INFORMATION GIVEN >>
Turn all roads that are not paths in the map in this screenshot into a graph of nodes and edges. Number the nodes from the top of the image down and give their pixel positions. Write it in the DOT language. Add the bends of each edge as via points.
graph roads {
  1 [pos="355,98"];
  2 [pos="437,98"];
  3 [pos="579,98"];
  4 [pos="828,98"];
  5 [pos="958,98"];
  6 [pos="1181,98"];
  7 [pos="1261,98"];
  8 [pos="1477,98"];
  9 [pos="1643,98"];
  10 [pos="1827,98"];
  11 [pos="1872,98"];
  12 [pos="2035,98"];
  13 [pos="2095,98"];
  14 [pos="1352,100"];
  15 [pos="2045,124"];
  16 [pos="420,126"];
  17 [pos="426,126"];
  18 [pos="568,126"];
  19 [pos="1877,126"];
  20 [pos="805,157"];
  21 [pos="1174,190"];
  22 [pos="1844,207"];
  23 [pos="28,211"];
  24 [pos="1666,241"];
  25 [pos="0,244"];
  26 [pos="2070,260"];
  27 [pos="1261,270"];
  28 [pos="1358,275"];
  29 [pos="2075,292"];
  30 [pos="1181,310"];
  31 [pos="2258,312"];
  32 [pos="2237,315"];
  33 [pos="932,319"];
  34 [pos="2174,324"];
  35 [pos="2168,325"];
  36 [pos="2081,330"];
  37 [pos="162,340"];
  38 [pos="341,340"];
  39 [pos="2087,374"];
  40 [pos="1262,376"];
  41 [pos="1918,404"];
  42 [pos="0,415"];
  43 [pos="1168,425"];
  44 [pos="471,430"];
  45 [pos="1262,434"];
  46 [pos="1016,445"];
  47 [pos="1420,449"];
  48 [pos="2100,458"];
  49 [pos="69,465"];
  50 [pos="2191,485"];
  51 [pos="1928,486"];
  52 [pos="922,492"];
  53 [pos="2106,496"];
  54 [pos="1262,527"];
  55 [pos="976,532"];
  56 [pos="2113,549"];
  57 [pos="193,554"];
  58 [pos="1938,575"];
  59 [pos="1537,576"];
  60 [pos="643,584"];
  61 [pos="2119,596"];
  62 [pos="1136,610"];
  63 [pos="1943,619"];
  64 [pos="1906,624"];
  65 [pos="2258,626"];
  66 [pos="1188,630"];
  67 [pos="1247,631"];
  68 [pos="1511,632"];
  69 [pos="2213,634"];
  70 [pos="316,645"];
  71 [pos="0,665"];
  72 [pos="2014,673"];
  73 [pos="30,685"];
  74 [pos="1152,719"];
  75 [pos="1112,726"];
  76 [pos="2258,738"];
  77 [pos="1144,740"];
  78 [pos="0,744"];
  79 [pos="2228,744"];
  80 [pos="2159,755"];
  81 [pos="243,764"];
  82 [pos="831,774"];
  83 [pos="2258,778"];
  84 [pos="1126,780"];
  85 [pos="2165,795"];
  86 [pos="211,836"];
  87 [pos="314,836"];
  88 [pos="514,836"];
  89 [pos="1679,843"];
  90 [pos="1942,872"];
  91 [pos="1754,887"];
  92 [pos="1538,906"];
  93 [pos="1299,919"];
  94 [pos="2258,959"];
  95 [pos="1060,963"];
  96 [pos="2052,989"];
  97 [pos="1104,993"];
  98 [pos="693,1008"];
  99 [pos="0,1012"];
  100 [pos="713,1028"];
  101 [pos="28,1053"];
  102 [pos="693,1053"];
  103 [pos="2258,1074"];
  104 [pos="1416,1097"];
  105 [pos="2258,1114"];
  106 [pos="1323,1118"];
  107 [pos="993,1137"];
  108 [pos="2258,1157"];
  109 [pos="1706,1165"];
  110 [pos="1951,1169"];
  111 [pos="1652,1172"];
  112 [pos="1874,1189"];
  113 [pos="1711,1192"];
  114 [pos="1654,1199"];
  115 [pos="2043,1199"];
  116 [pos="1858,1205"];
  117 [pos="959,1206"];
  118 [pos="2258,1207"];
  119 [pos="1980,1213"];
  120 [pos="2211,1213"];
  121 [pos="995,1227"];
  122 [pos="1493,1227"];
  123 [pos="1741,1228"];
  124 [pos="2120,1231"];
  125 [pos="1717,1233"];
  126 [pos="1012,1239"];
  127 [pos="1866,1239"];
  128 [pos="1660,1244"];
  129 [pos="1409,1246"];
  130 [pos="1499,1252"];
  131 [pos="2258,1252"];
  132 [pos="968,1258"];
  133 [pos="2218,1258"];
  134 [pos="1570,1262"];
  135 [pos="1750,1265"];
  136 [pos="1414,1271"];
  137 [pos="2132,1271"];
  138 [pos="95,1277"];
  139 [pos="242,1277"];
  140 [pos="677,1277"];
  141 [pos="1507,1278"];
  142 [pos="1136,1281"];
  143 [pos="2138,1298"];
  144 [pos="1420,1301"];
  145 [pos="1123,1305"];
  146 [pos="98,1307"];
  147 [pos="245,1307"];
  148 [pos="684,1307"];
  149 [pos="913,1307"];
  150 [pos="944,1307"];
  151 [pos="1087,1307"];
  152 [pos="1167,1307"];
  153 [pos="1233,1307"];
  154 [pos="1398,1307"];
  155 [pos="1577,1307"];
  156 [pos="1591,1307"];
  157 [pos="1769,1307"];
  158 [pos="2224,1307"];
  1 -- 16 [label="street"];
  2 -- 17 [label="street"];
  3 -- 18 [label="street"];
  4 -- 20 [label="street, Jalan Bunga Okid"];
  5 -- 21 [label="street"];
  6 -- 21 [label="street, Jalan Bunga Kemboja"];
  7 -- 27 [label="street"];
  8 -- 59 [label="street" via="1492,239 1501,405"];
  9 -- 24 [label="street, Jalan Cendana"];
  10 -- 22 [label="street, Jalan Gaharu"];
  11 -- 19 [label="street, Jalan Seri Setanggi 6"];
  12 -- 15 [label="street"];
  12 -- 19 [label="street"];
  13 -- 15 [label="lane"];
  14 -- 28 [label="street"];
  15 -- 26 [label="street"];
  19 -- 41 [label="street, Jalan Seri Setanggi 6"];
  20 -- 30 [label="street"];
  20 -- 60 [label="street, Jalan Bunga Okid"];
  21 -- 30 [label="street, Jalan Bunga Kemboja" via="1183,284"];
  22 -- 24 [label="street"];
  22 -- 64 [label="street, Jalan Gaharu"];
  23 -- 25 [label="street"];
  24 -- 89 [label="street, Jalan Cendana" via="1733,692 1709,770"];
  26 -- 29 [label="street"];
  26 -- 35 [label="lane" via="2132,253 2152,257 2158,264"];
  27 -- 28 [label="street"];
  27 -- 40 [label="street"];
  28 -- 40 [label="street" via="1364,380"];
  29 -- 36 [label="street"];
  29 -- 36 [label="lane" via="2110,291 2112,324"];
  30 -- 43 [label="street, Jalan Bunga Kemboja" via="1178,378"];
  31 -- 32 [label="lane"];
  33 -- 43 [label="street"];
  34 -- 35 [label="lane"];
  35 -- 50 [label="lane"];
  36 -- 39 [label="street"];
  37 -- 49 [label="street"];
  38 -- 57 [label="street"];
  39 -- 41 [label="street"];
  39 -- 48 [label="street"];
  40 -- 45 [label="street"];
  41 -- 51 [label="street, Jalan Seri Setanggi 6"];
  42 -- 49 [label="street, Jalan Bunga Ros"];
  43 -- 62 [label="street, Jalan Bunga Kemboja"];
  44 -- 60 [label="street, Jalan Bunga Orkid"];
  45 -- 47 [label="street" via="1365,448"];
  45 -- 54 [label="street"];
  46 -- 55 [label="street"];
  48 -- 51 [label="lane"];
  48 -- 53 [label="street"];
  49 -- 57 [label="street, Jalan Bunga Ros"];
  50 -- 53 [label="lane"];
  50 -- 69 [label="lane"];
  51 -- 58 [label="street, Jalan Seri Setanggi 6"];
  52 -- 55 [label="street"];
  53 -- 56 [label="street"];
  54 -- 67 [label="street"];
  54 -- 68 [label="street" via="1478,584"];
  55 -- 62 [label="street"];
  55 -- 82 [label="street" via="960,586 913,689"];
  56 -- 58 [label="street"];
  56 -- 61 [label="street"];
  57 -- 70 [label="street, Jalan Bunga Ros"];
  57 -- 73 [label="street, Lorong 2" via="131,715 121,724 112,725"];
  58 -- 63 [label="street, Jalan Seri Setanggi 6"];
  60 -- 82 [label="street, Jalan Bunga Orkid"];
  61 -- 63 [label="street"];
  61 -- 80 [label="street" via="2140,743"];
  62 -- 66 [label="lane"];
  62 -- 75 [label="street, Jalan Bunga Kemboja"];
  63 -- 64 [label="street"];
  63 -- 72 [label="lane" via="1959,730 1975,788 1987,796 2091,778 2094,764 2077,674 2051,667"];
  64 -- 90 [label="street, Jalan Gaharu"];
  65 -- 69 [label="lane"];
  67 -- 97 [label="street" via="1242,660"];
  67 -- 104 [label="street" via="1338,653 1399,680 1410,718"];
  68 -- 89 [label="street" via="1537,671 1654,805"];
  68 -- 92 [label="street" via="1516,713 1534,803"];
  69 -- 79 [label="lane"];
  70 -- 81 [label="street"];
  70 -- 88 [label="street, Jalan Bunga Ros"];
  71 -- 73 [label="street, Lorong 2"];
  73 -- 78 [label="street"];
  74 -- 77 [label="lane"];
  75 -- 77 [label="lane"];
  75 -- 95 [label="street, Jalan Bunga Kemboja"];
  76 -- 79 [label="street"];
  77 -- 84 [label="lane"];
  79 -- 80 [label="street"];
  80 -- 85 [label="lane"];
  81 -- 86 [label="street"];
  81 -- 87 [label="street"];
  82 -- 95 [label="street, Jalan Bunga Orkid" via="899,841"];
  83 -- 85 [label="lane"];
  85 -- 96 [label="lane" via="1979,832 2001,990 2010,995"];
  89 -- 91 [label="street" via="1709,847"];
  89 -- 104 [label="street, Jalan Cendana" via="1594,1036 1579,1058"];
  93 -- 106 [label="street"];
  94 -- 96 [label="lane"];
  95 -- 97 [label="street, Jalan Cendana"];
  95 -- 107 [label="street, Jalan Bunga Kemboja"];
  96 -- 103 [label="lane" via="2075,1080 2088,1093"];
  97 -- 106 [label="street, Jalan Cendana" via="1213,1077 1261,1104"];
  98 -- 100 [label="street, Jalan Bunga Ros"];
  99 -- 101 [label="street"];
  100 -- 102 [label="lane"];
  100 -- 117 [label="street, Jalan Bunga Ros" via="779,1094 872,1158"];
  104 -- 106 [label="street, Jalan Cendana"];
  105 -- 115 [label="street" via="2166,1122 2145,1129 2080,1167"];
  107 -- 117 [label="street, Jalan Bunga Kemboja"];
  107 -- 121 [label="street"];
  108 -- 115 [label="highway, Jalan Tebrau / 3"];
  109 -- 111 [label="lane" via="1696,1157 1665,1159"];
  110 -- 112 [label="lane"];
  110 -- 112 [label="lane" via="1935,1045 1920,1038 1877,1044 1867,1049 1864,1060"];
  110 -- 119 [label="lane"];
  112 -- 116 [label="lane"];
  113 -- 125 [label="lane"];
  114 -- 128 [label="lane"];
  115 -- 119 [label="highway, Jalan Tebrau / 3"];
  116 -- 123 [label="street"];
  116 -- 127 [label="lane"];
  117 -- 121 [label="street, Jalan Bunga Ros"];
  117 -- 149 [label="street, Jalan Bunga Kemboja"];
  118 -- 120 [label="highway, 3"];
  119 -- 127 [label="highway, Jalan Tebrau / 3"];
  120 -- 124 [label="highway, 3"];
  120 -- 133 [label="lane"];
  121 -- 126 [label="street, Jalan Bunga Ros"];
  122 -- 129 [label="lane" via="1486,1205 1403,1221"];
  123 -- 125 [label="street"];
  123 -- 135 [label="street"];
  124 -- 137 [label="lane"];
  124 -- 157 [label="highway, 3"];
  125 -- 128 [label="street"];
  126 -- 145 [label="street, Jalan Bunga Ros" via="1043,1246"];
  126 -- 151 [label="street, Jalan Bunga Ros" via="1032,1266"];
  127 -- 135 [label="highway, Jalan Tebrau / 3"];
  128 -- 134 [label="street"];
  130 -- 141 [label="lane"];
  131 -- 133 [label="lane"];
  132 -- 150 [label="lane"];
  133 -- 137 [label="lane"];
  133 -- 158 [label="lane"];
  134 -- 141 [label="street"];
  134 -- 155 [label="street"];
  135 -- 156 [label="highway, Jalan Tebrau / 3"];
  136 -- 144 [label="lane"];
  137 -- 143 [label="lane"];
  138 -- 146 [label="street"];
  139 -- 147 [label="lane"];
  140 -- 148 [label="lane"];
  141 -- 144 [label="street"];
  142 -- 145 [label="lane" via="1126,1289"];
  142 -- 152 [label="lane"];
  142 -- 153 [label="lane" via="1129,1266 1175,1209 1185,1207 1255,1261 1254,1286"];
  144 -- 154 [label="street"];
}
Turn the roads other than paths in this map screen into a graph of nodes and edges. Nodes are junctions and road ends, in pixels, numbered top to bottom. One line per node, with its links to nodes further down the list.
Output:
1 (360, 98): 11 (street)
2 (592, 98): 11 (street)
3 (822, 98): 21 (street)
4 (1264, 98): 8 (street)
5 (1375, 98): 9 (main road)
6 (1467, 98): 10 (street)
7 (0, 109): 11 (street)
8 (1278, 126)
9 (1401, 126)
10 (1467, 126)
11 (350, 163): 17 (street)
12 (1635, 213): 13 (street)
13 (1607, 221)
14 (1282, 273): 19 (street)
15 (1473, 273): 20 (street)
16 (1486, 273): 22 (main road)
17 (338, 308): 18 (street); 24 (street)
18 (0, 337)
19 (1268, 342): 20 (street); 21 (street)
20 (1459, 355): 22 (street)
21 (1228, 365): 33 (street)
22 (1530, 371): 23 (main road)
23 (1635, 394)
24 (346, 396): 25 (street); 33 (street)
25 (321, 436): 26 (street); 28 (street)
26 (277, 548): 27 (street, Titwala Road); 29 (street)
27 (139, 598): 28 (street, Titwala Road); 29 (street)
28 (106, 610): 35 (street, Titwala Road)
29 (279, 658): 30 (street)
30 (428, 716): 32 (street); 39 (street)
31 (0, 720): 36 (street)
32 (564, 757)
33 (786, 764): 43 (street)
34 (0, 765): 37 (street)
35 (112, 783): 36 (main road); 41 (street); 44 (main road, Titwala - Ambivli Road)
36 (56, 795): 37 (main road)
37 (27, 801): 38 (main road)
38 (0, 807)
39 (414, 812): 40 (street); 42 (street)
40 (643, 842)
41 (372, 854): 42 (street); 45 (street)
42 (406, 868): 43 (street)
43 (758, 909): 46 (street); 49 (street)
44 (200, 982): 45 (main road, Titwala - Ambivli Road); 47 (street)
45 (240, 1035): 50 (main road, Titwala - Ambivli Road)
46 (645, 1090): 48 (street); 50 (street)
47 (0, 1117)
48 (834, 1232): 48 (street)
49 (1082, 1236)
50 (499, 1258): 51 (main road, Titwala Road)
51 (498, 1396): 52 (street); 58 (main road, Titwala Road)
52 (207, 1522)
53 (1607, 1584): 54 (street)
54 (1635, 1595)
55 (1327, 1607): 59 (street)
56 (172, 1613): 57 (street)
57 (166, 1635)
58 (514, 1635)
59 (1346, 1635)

WHAT IS NEEDED >> From the entries above, list each line with "Okid" in it.

ANSWER TO THE EXERCISE >>
  4 -- 20 [label="street, Jalan Bunga Okid"];
  20 -- 60 [label="street, Jalan Bunga Okid"];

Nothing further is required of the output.